AWS Machine Learning Blog
Amazon Bedrock Knowledge Bases now supports custom prompts for the RetrieveAndGenerate API and configuration of the maximum number of retrieved results
With Amazon Bedrock Knowledge Bases, you can securely connect foundation models (FMs) in Amazon Bedrock to your company data for Retrieval Augmented Generation (RAG). Access to additional data helps the model generate more relevant, context-specific, and accurate responses without retraining the FMs.
In this post, we discuss two new features of Amazon Bedrock Knowledge Bases specific to the RetrieveAndGenerate
API: configuring the maximum number of results and creating custom prompts with a knowledge base prompt template. You can now choose these as query options alongside the search type.
Overview and benefits of new features
The maximum number of results option gives you control over the number of search results to be retrieved from the vector store and passed to the FM for generating the answer. This allows you to customize the amount of background information provided for generation, thereby giving more context for complex questions or less for simpler questions. It allows you to fetch up to 100 results. This option helps improve the likelihood of relevant context, thereby improving the accuracy and reducing the hallucination of the generated response.

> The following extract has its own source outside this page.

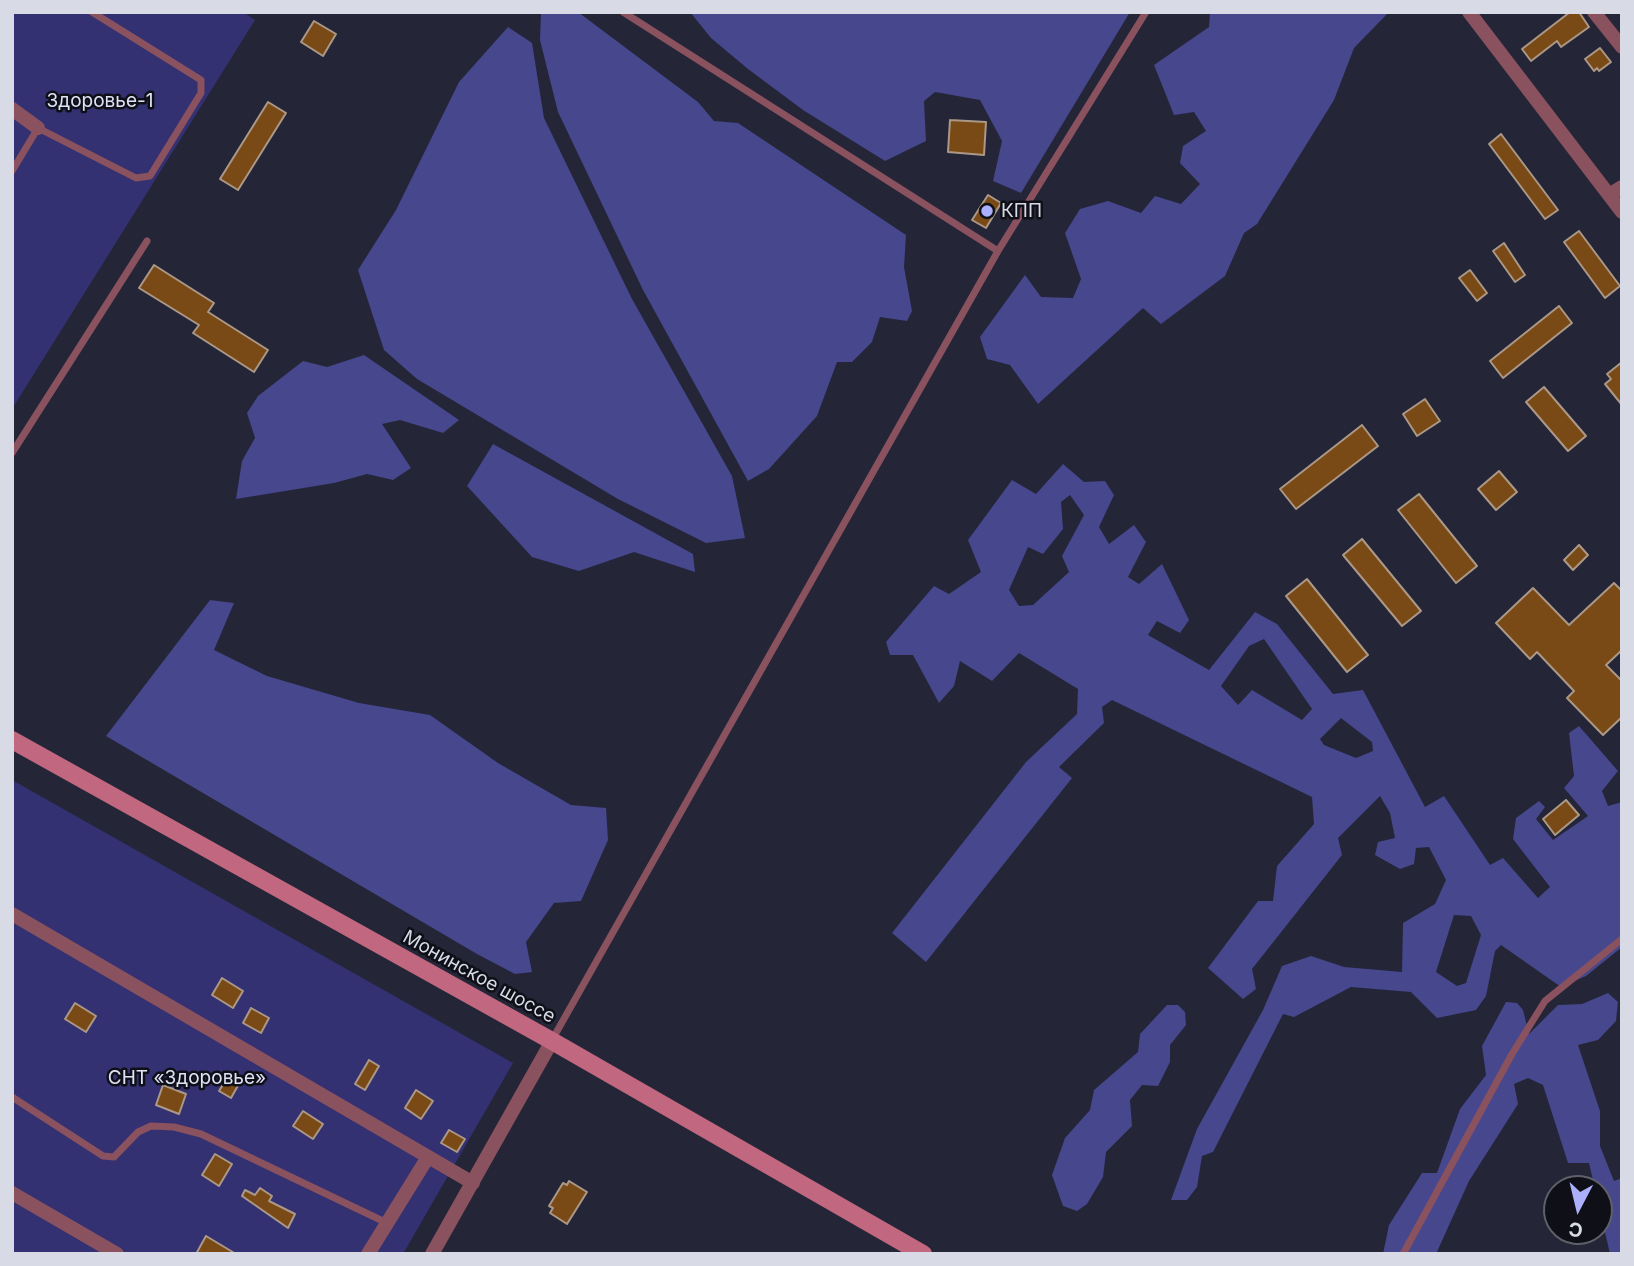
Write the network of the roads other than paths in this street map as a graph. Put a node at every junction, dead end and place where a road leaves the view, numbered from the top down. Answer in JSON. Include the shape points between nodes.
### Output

The custom knowledge base prompt template allows you to replace the default prompt template with your own to customize the prompt that’s sent to the model for response generation. This allows you to customize the tone, output format, and behavior of the FM when it responds to a user’s question. With this option, you can fine-tune terminology to better match your industry or domain (such as healthcare or legal). Additionally, you can add custom instructions and examples tailored to your specific workflows.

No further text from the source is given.